During the public input portion Adam Theda expressed his concerns with a $20 million dollar project. He attended the presentation by RQAW last month and questioned the “ever increasing incarceration rates” while the county’s population has seen a period of decline over the last 30 years.
Theda said the county is implementing multiple incentives including the addition of a fourth court, implementation of Rule 26 and David’s Courage to soon be operational.
Adam Theda questioned why the task force working this last year hadn’t included anyone from the public. He also questioned if the public has had the opportunity to comment on the addition, especially about the tax impact.
Ed Rodriquez, a local bail bonds man questioned the cash bond requirement in our county while all the surrounding counties allow surety bonds which put the burden on the bonds man and the insurance company instead of the county. He suggested the county take a hard look at bonds and treatment. Rodriquez also questioned whether a study had been done on who is incarcerated in the jail and repeat offenders.
Sheriff Matt Hassel told members of the County Council and those in attendance that 60 plus percent of the inmates in the jail are from outside Marshall County. He also said the number two reason inmates were booked into the jail in 2018 were for dealing. He said, if we could shutdown the demand for drugs in the county there would be a significant change in the inmate population.

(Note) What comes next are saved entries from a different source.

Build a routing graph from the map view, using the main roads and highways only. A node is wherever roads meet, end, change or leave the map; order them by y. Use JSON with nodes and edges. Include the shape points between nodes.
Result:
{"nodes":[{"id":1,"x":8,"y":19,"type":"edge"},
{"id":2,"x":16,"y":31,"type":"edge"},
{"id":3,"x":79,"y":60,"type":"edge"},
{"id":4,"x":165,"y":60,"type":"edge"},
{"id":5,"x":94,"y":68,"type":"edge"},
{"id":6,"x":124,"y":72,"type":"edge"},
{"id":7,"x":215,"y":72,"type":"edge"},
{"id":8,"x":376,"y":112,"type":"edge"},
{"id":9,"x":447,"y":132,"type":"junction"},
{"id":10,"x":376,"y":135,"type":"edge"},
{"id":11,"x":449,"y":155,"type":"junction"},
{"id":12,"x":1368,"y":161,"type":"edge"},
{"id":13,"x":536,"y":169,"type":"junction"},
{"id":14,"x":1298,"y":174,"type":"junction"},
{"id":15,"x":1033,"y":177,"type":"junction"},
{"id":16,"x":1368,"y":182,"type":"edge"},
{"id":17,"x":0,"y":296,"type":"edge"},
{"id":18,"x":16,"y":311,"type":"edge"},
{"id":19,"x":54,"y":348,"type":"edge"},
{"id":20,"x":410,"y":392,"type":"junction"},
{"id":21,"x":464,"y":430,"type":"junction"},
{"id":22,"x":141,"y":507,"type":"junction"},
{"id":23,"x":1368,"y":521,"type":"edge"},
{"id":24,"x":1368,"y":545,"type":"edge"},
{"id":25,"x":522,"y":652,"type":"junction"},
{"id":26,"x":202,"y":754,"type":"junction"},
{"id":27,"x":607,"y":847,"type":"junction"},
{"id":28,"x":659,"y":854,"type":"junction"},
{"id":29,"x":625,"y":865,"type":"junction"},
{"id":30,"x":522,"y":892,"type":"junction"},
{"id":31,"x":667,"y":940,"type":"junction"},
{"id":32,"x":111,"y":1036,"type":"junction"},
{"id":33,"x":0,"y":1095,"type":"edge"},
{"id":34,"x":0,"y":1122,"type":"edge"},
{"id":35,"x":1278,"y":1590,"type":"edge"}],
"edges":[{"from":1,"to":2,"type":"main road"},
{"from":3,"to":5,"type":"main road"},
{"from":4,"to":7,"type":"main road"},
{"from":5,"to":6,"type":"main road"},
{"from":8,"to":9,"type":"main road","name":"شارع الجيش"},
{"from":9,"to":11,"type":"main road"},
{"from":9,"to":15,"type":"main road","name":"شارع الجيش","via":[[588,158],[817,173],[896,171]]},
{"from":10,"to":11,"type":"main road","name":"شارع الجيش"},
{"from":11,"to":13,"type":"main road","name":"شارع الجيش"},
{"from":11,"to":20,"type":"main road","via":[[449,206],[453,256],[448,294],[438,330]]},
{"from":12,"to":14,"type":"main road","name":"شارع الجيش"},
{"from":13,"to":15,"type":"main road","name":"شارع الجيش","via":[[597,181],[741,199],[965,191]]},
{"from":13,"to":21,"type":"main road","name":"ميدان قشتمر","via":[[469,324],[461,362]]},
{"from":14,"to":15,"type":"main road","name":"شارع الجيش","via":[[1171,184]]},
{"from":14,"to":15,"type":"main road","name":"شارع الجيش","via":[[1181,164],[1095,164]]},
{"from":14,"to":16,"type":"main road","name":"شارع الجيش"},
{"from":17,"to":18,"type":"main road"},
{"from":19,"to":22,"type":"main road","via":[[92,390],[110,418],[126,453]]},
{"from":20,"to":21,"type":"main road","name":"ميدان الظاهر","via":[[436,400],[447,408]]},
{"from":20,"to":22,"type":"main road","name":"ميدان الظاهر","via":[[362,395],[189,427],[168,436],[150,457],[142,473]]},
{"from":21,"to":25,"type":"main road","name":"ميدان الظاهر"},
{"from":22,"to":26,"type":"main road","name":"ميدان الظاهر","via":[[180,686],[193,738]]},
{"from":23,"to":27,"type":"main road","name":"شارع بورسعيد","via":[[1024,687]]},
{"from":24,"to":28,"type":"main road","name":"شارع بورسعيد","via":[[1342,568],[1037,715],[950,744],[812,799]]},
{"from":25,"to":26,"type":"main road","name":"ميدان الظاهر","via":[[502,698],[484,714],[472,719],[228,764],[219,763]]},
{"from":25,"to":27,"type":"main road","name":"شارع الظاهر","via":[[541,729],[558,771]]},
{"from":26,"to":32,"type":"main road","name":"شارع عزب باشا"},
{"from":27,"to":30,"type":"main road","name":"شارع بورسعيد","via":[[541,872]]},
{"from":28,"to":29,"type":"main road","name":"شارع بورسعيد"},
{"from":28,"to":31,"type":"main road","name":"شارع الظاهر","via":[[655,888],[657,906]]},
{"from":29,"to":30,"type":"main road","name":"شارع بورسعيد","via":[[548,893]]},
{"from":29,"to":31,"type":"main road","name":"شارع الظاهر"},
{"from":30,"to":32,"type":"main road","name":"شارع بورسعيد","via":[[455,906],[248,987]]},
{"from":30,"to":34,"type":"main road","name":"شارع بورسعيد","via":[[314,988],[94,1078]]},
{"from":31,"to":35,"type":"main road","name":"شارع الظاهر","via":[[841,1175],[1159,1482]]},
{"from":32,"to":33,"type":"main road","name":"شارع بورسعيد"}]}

On December 2nd the County implemented Rule 26 and looking over the criteria, only one person has been about to be released instantly.
Councilmember and former Sheriff, Jon Van Vactor explained the thought of cash bonds instead of surety bonds. The decision is made by the judges and not the council or commissioners. The judges used the cash from the bonds are used to pay fines, court costs and lawyer fees which typically help dispose of the case.
In the end, the County Council moved forward with the first reading of an ordinance for a general obligation bond to finance the expansion and an ordinance for the additional appropriation for the jail project. It was noted that while the council kept the project moving forward, the ordinances must past on three readings and a public hearing will be held at their January meeting for the second reading.
The County Council also passed a motion requesting a joint session with the commissioners and task force members that would be a public information meeting and would be held in the evening. While at date and time wasn’t set, it’s anticipated the meeting will be held prior to the January meeting of the County Council.